* TASK OBJECTIVE *
Lines that include the string "Input" are the ones to copy from the entries below.

▼▼▼

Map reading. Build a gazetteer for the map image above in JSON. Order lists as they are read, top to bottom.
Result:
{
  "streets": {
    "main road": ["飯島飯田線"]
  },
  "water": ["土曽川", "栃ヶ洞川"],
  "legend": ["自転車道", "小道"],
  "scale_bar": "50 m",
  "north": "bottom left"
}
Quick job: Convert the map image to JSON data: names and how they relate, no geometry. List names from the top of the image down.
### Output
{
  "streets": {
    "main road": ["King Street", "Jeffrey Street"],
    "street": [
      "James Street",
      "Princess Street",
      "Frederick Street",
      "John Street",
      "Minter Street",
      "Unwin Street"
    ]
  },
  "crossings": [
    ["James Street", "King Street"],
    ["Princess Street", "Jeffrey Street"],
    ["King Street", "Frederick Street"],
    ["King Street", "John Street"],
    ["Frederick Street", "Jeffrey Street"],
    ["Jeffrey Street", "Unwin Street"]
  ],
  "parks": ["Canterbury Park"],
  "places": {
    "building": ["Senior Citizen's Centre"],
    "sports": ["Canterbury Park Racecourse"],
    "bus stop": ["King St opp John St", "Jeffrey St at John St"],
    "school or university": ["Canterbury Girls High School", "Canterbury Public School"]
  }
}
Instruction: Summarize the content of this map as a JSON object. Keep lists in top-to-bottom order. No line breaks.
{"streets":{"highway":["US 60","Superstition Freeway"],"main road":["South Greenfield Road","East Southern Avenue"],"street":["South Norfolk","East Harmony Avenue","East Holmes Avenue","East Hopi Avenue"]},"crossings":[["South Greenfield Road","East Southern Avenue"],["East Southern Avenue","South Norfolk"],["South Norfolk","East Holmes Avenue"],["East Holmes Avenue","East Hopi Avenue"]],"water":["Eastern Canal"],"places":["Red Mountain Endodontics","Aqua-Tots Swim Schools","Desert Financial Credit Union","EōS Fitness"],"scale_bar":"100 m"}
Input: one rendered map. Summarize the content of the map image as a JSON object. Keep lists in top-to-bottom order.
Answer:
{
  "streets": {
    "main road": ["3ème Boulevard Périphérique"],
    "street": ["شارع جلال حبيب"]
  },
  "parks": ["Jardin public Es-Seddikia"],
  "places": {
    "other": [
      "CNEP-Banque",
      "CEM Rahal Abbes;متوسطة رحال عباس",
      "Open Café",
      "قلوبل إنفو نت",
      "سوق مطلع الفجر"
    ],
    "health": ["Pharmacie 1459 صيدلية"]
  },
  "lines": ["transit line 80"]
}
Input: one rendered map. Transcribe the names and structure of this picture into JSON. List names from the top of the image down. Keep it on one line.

▲▲▲

* RESULT OF THIS TASK *
Input: one rendered map. Summarize the content of the map image as a JSON object. Keep lists in top-to-bottom order.
Input: one rendered map. Transcribe the names and structure of this picture into JSON. List names from the top of the image down. Keep it on one line.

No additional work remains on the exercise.